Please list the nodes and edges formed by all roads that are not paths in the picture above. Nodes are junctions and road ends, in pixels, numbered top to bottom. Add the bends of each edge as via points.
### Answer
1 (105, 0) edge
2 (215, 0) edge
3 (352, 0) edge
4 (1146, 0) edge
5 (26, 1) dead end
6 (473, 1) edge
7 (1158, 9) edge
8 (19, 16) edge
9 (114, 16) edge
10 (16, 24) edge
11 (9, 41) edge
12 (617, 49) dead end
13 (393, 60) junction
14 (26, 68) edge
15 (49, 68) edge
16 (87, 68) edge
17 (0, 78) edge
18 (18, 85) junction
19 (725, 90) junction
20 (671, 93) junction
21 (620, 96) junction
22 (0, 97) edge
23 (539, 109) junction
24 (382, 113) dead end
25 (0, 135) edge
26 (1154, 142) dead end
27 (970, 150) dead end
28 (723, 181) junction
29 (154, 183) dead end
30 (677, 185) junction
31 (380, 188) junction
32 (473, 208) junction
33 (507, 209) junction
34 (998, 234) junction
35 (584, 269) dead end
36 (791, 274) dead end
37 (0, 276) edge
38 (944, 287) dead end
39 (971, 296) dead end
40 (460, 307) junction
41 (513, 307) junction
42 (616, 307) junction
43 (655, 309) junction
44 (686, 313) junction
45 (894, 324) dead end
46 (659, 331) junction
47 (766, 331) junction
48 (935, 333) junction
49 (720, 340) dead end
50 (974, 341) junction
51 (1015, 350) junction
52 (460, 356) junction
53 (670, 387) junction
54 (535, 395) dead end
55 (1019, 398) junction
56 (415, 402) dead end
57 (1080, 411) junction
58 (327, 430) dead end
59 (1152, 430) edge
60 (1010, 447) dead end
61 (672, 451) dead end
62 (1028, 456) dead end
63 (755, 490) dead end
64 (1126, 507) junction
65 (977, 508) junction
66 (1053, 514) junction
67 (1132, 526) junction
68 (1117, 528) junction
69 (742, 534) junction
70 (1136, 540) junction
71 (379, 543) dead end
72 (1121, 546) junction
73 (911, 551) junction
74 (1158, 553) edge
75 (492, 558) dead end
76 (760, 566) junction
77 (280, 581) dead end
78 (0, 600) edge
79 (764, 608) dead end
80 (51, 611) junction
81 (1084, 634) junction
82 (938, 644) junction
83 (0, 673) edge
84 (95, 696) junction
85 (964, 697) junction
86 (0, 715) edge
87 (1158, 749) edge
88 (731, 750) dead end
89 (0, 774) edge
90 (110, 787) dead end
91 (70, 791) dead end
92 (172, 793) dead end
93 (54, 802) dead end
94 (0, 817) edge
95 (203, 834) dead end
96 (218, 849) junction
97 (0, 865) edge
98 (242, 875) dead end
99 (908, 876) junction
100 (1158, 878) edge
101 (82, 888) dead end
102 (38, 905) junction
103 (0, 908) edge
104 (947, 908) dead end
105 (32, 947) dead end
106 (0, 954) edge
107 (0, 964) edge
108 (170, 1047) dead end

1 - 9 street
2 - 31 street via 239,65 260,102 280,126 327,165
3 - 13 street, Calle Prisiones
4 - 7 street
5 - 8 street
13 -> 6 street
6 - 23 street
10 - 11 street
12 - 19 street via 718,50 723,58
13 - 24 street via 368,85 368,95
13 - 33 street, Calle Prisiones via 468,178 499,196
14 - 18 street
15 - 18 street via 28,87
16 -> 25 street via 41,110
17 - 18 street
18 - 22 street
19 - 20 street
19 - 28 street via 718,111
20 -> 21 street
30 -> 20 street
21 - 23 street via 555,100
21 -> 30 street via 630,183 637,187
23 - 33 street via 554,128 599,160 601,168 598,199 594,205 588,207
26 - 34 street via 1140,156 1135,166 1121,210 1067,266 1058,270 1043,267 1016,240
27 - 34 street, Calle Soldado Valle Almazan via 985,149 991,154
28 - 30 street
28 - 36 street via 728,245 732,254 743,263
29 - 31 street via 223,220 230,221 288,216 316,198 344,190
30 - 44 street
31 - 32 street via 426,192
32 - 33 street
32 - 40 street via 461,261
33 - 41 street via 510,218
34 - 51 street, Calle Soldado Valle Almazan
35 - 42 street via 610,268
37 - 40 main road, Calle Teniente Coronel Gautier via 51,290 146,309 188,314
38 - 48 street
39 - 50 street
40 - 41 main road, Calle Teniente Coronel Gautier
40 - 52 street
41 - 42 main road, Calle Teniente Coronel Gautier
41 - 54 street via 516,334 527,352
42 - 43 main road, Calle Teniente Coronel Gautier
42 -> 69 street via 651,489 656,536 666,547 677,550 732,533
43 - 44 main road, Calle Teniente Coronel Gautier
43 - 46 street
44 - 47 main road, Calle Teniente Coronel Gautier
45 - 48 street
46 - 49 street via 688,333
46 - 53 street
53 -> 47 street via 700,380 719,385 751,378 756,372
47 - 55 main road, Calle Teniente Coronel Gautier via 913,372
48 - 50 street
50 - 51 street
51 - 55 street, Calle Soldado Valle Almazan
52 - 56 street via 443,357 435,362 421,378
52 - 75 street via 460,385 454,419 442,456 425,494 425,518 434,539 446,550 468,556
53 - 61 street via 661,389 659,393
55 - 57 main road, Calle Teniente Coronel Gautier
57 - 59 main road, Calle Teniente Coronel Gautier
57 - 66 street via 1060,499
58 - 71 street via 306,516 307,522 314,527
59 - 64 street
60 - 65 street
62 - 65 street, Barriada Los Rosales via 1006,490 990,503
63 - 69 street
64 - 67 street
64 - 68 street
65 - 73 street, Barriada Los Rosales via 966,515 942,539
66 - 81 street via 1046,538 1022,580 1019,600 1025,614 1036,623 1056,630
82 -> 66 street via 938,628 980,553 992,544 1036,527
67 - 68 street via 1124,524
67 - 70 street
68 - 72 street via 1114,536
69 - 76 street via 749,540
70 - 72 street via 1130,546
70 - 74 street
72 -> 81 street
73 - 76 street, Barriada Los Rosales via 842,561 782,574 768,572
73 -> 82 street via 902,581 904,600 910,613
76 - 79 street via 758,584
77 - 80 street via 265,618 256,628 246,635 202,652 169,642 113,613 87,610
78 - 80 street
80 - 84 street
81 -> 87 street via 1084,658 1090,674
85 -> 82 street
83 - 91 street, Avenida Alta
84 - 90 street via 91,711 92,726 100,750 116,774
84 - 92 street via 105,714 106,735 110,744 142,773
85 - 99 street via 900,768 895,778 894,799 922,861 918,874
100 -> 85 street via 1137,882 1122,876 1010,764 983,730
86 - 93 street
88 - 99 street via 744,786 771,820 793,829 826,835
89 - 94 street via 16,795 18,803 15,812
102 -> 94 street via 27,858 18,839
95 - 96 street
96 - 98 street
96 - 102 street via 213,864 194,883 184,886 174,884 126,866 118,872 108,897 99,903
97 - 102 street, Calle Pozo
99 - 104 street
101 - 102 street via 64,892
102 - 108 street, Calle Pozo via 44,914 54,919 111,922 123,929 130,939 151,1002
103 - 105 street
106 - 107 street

───

### Brief
The answer must be the complete listing, repeated exactly.

### Written response
Please list the nodes and edges formed by all roads that are not paths in the picture above. Nodes are junctions and road ends, in pixels, numbered top to bottom. Add the bends of each edge as via points.
### Answer
1 (105, 0) edge
2 (215, 0) edge
3 (352, 0) edge
4 (1146, 0) edge
5 (26, 1) dead end
6 (473, 1) edge
7 (1158, 9) edge
8 (19, 16) edge
9 (114, 16) edge
10 (16, 24) edge
11 (9, 41) edge
12 (617, 49) dead end
13 (393, 60) junction
14 (26, 68) edge
15 (49, 68) edge
16 (87, 68) edge
17 (0, 78) edge
18 (18, 85) junction
19 (725, 90) junction
20 (671, 93) junction
21 (620, 96) junction
22 (0, 97) edge
23 (539, 109) junction
24 (382, 113) dead end
25 (0, 135) edge
26 (1154, 142) dead end
27 (970, 150) dead end
28 (723, 181) junction
29 (154, 183) dead end
30 (677, 185) junction
31 (380, 188) junction
32 (473, 208) junction
33 (507, 209) junction
34 (998, 234) junction
35 (584, 269) dead end
36 (791, 274) dead end
37 (0, 276) edge
38 (944, 287) dead end
39 (971, 296) dead end
40 (460, 307) junction
41 (513, 307) junction
42 (616, 307) junction
43 (655, 309) junction
44 (686, 313) junction
45 (894, 324) dead end
46 (659, 331) junction
47 (766, 331) junction
48 (935, 333) junction
49 (720, 340) dead end
50 (974, 341) junction
51 (1015, 350) junction
52 (460, 356) junction
53 (670, 387) junction
54 (535, 395) dead end
55 (1019, 398) junction
56 (415, 402) dead end
57 (1080, 411) junction
58 (327, 430) dead end
59 (1152, 430) edge
60 (1010, 447) dead end
61 (672, 451) dead end
62 (1028, 456) dead end
63 (755, 490) dead end
64 (1126, 507) junction
65 (977, 508) junction
66 (1053, 514) junction
67 (1132, 526) junction
68 (1117, 528) junction
69 (742, 534) junction
70 (1136, 540) junction
71 (379, 543) dead end
72 (1121, 546) junction
73 (911, 551) junction
74 (1158, 553) edge
75 (492, 558) dead end
76 (760, 566) junction
77 (280, 581) dead end
78 (0, 600) edge
79 (764, 608) dead end
80 (51, 611) junction
81 (1084, 634) junction
82 (938, 644) junction
83 (0, 673) edge
84 (95, 696) junction
85 (964, 697) junction
86 (0, 715) edge
87 (1158, 749) edge
88 (731, 750) dead end
89 (0, 774) edge
90 (110, 787) dead end
91 (70, 791) dead end
92 (172, 793) dead end
93 (54, 802) dead end
94 (0, 817) edge
95 (203, 834) dead end
96 (218, 849) junction
97 (0, 865) edge
98 (242, 875) dead end
99 (908, 876) junction
100 (1158, 878) edge
101 (82, 888) dead end
102 (38, 905) junction
103 (0, 908) edge
104 (947, 908) dead end
105 (32, 947) dead end
106 (0, 954) edge
107 (0, 964) edge
108 (170, 1047) dead end

1 - 9 street
2 - 31 street via 239,65 260,102 280,126 327,165
3 - 13 street, Calle Prisiones
4 - 7 street
5 - 8 street
13 -> 6 street
6 - 23 street
10 - 11 street
12 - 19 street via 718,50 723,58
13 - 24 street via 368,85 368,95
13 - 33 street, Calle Prisiones via 468,178 499,196
14 - 18 street
15 - 18 street via 28,87
16 -> 25 street via 41,110
17 - 18 street
18 - 22 street
19 - 20 street
19 - 28 street via 718,111
20 -> 21 street
30 -> 20 street
21 - 23 street via 555,100
21 -> 30 street via 630,183 637,187
23 - 33 street via 554,128 599,160 601,168 598,199 594,205 588,207
26 - 34 street via 1140,156 1135,166 1121,210 1067,266 1058,270 1043,267 1016,240
27 - 34 street, Calle Soldado Valle Almazan via 985,149 991,154
28 - 30 street
28 - 36 street via 728,245 732,254 743,263
29 - 31 street via 223,220 230,221 288,216 316,198 344,190
30 - 44 street
31 - 32 street via 426,192
32 - 33 street
32 - 40 street via 461,261
33 - 41 street via 510,218
34 - 51 street, Calle Soldado Valle Almazan
35 - 42 street via 610,268
37 - 40 main road, Calle Teniente Coronel Gautier via 51,290 146,309 188,314
38 - 48 street
39 - 50 street
40 - 41 main road, Calle Teniente Coronel Gautier
40 - 52 street
41 - 42 main road, Calle Teniente Coronel Gautier
41 - 54 street via 516,334 527,352
42 - 43 main road, Calle Teniente Coronel Gautier
42 -> 69 street via 651,489 656,536 666,547 677,550 732,533
43 - 44 main road, Calle Teniente Coronel Gautier
43 - 46 street
44 - 47 main road, Calle Teniente Coronel Gautier
45 - 48 street
46 - 49 street via 688,333
46 - 53 street
53 -> 47 street via 700,380 719,385 751,378 756,372
47 - 55 main road, Calle Teniente Coronel Gautier via 913,372
48 - 50 street
50 - 51 street
51 - 55 street, Calle Soldado Valle Almazan
52 - 56 street via 443,357 435,362 421,378
52 - 75 street via 460,385 454,419 442,456 425,494 425,518 434,539 446,550 468,556
53 - 61 street via 661,389 659,393
55 - 57 main road, Calle Teniente Coronel Gautier
57 - 59 main road, Calle Teniente Coronel Gautier
57 - 66 street via 1060,499
58 - 71 street via 306,516 307,522 314,527
59 - 64 street
60 - 65 street
62 - 65 street, Barriada Los Rosales via 1006,490 990,503
63 - 69 street
64 - 67 street
64 - 68 street
65 - 73 street, Barriada Los Rosales via 966,515 942,539
66 - 81 street via 1046,538 1022,580 1019,600 1025,614 1036,623 1056,630
82 -> 66 street via 938,628 980,553 992,544 1036,527
67 - 68 street via 1124,524
67 - 70 street
68 - 72 street via 1114,536
69 - 76 street via 749,540
70 - 72 street via 1130,546
70 - 74 street
72 -> 81 street
73 - 76 street, Barriada Los Rosales via 842,561 782,574 768,572
73 -> 82 street via 902,581 904,600 910,613
76 - 79 street via 758,584
77 - 80 street via 265,618 256,628 246,635 202,652 169,642 113,613 87,610
78 - 80 street
80 - 84 street
81 -> 87 street via 1084,658 1090,674
85 -> 82 street
83 - 91 street, Avenida Alta
84 - 90 street via 91,711 92,726 100,750 116,774
84 - 92 street via 105,714 106,735 110,744 142,773
85 - 99 street via 900,768 895,778 894,799 922,861 918,874
100 -> 85 street via 1137,882 1122,876 1010,764 983,730
86 - 93 street
88 - 99 street via 744,786 771,820 793,829 826,835
89 - 94 street via 16,795 18,803 15,812
102 -> 94 street via 27,858 18,839
95 - 96 street
96 - 98 street
96 - 102 street via 213,864 194,883 184,886 174,884 126,866 118,872 108,897 99,903
97 - 102 street, Calle Pozo
99 - 104 street
101 - 102 street via 64,892
102 - 108 street, Calle Pozo via 44,914 54,919 111,922 123,929 130,939 151,1002
103 - 105 street
106 - 107 street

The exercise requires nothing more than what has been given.